• **Description of the task**
The answer should consist of every line in the material below that has the word "other".

• **Source data**
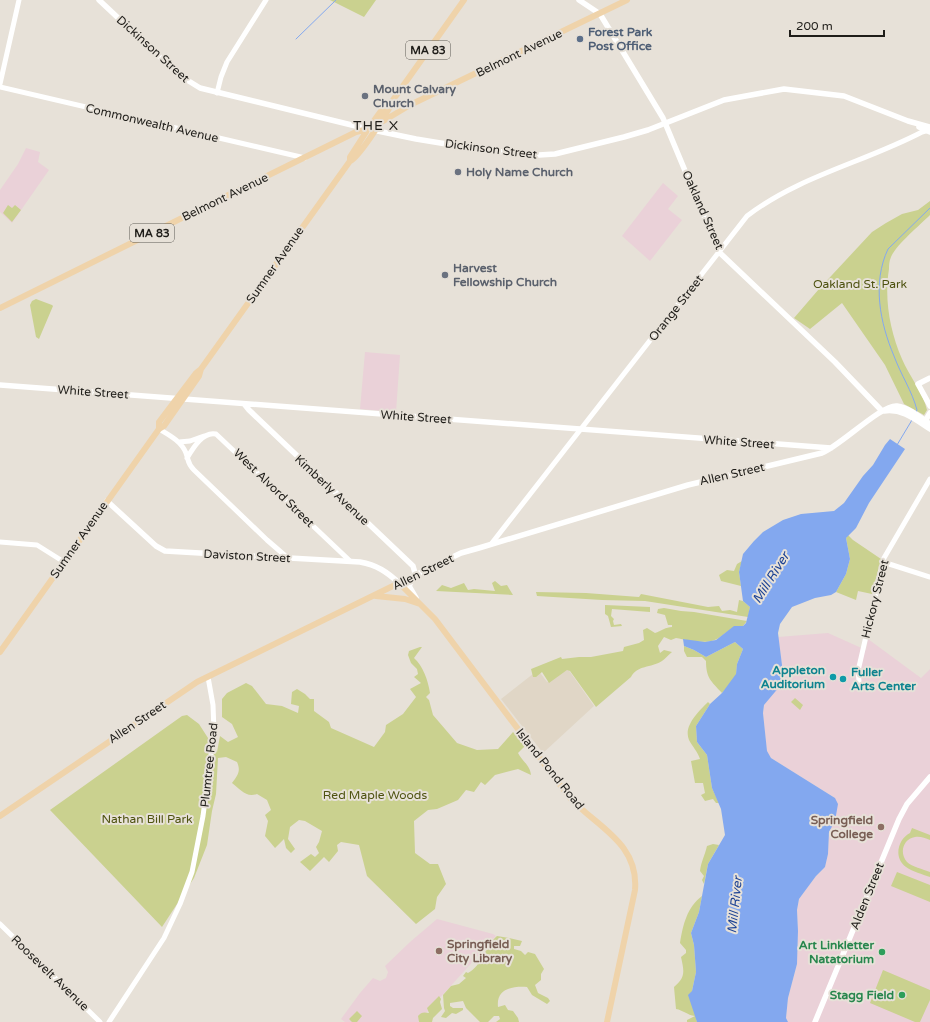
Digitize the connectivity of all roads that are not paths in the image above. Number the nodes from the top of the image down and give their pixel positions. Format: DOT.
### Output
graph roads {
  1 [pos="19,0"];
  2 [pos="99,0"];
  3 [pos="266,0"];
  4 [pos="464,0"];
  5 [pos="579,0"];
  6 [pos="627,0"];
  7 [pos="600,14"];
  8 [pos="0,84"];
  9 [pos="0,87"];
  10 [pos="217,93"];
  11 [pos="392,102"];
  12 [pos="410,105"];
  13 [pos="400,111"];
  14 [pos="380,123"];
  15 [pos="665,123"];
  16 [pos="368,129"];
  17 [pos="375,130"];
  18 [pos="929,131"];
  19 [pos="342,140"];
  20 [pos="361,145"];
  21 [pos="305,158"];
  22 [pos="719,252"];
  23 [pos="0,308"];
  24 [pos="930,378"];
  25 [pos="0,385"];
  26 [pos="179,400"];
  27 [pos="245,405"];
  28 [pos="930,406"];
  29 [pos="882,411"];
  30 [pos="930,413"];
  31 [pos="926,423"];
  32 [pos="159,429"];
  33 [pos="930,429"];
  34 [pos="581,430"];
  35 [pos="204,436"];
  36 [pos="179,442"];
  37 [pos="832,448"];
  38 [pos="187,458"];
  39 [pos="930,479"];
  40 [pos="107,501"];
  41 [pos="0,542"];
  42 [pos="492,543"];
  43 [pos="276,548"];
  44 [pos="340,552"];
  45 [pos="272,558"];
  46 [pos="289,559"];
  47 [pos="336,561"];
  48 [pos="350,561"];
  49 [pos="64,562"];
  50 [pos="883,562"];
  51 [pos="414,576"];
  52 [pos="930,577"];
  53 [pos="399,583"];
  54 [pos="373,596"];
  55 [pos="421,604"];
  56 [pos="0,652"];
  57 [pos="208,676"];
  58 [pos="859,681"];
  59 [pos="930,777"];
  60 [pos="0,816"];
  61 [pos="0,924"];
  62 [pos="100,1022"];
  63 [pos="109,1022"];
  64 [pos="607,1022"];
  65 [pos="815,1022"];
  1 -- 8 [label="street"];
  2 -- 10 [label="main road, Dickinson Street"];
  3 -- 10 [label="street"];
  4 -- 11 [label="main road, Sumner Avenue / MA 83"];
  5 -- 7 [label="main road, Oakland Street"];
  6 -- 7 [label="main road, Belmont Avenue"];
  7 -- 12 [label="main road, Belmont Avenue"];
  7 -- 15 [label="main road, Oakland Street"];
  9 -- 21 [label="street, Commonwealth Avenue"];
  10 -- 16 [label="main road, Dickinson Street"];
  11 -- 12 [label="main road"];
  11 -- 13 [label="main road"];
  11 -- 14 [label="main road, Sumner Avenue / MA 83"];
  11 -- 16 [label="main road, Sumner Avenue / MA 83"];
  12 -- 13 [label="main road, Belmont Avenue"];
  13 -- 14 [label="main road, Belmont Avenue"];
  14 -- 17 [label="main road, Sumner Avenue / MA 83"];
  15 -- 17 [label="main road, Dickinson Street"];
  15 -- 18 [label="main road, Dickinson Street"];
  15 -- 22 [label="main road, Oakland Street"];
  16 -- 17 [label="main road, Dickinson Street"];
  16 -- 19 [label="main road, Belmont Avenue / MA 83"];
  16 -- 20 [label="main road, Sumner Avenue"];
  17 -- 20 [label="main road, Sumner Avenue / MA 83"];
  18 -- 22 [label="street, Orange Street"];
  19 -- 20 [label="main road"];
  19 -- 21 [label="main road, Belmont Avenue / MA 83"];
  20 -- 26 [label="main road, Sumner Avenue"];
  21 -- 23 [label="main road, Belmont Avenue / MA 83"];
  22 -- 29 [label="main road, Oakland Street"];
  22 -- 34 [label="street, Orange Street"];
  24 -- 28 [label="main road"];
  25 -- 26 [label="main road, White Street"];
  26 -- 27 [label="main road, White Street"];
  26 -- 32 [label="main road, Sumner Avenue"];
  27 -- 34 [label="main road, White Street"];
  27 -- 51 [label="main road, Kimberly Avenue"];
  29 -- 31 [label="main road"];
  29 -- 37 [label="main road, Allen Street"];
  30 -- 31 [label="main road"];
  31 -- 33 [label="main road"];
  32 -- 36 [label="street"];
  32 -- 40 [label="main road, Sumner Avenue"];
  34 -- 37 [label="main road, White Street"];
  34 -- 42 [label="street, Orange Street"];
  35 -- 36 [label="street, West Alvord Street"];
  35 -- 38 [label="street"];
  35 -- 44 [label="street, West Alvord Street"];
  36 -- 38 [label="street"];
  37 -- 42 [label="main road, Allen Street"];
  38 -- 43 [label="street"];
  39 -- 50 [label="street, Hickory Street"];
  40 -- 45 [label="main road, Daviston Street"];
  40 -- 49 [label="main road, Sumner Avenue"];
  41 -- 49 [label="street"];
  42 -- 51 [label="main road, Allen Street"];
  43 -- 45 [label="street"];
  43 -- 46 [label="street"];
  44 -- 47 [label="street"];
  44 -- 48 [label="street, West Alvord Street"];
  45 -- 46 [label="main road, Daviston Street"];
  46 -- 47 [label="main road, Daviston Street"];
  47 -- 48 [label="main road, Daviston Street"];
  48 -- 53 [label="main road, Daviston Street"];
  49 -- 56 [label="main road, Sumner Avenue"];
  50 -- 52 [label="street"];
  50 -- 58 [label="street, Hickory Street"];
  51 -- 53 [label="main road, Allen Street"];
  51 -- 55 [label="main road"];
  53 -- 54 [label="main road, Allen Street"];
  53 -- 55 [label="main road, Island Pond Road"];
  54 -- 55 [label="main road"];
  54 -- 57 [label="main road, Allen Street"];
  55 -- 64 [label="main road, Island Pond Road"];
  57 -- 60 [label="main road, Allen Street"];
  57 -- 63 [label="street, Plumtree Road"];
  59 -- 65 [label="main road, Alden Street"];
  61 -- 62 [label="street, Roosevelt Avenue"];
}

* * *

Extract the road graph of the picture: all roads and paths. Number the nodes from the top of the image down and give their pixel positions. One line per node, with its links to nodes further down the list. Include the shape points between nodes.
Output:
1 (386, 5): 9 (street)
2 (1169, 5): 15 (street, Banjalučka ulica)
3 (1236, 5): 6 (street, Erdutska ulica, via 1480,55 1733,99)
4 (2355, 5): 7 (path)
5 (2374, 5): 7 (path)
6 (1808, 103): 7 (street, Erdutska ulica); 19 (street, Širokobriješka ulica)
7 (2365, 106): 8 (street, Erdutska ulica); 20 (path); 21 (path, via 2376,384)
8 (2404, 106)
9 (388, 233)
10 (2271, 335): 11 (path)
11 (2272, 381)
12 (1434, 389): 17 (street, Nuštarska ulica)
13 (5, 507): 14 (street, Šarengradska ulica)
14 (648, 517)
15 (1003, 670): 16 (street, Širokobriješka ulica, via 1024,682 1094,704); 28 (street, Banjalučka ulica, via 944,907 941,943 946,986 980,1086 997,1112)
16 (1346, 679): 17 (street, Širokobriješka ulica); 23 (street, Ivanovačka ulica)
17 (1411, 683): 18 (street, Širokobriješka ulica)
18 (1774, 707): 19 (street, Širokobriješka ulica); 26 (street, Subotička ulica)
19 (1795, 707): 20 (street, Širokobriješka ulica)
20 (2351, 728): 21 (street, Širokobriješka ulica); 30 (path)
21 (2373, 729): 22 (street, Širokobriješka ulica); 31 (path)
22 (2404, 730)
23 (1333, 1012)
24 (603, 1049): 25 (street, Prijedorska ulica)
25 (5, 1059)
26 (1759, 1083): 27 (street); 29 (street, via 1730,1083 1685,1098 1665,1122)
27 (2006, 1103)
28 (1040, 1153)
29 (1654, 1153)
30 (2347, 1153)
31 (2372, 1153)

* * *

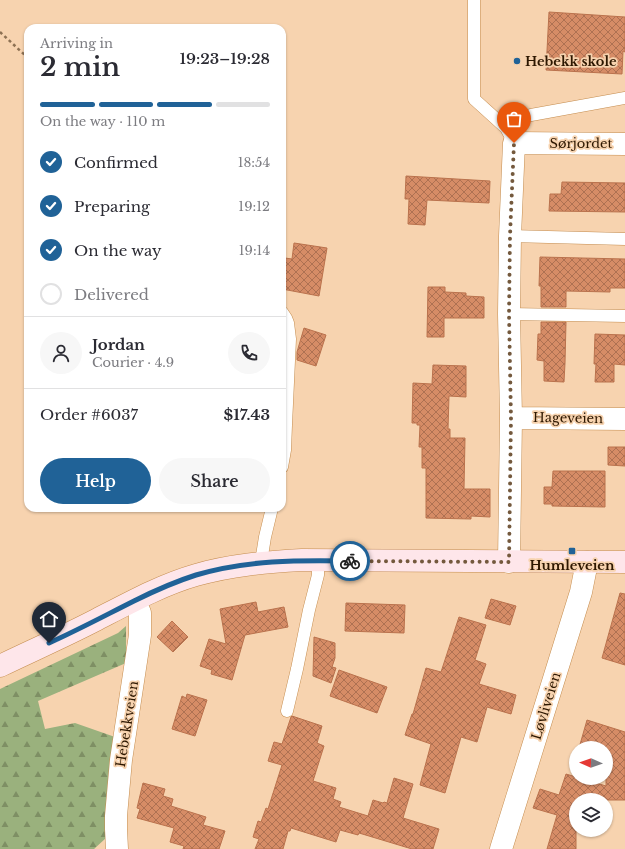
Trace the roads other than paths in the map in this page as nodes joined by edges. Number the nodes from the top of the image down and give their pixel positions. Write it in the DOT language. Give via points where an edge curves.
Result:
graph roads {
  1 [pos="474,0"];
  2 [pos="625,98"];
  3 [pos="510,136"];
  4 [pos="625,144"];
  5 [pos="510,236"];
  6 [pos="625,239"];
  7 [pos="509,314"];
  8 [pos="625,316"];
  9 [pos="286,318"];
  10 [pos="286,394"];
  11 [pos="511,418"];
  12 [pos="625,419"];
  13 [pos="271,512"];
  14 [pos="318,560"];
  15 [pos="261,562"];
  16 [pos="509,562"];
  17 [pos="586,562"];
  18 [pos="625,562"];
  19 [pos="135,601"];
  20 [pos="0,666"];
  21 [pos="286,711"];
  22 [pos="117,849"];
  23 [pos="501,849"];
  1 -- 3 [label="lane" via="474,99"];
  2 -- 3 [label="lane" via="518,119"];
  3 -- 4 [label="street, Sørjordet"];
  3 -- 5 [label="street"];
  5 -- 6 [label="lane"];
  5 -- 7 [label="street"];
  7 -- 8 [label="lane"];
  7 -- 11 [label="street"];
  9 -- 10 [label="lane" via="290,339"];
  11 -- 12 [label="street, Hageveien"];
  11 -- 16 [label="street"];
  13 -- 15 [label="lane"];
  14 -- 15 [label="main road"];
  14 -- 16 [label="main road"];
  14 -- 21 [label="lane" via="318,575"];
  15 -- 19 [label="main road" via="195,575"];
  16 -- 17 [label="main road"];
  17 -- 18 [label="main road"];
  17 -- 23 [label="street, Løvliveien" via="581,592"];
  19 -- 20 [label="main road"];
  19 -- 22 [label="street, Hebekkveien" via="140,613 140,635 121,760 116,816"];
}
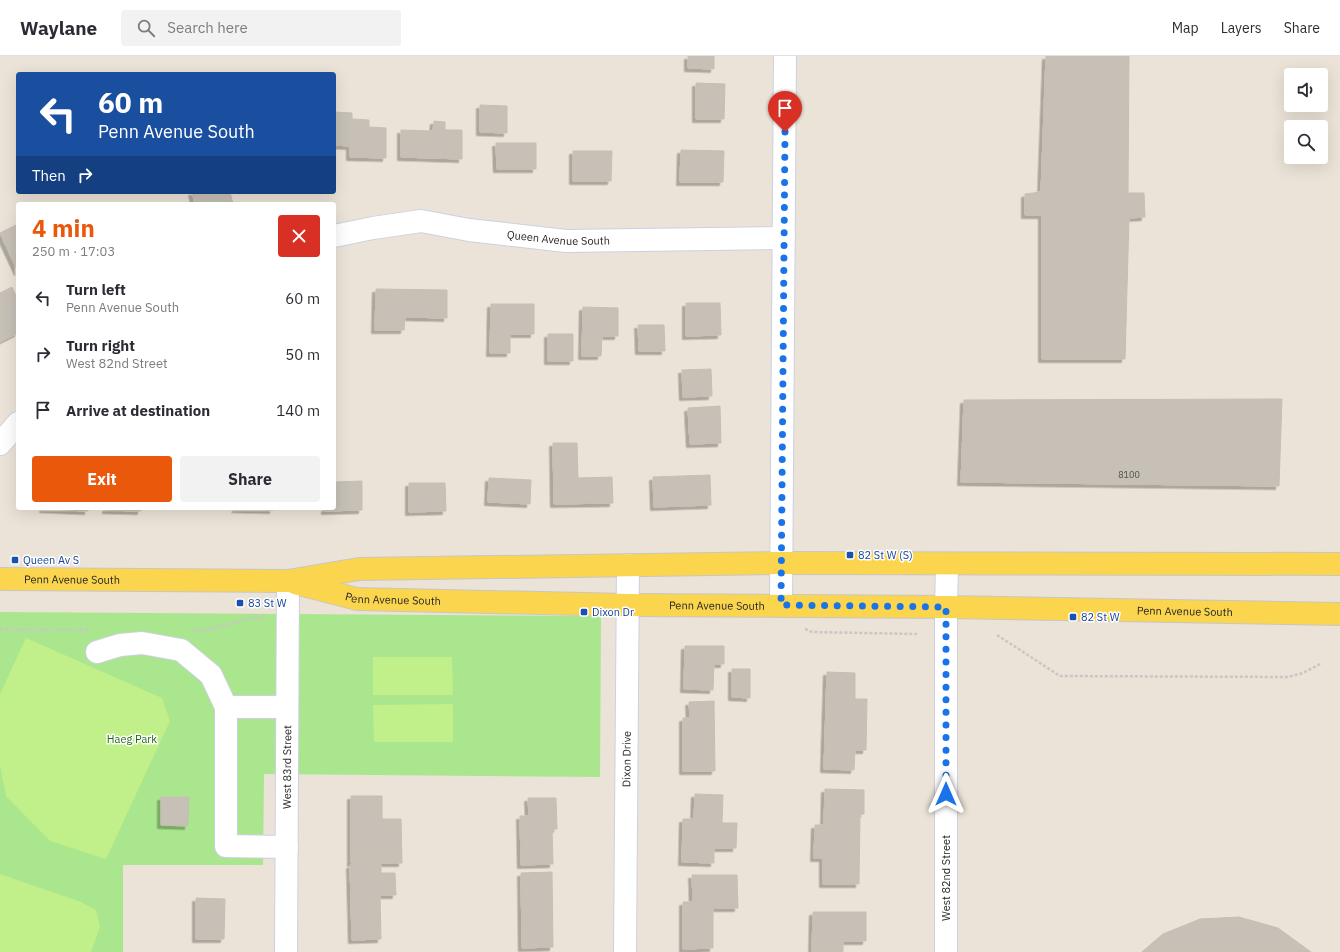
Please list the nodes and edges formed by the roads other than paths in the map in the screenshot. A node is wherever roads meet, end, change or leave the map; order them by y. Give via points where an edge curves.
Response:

• **Response to the exercise**
Trace the roads other than paths in the map in this page as nodes joined by edges. Number the nodes from the top of the image down and give their pixel positions. Write it in the DOT language. Give via points where an edge curves.
Please list the nodes and edges formed by the roads other than paths in the map in the screenshot. A node is wherever roads meet, end, change or leave the map; order them by y. Give via points where an edge curves.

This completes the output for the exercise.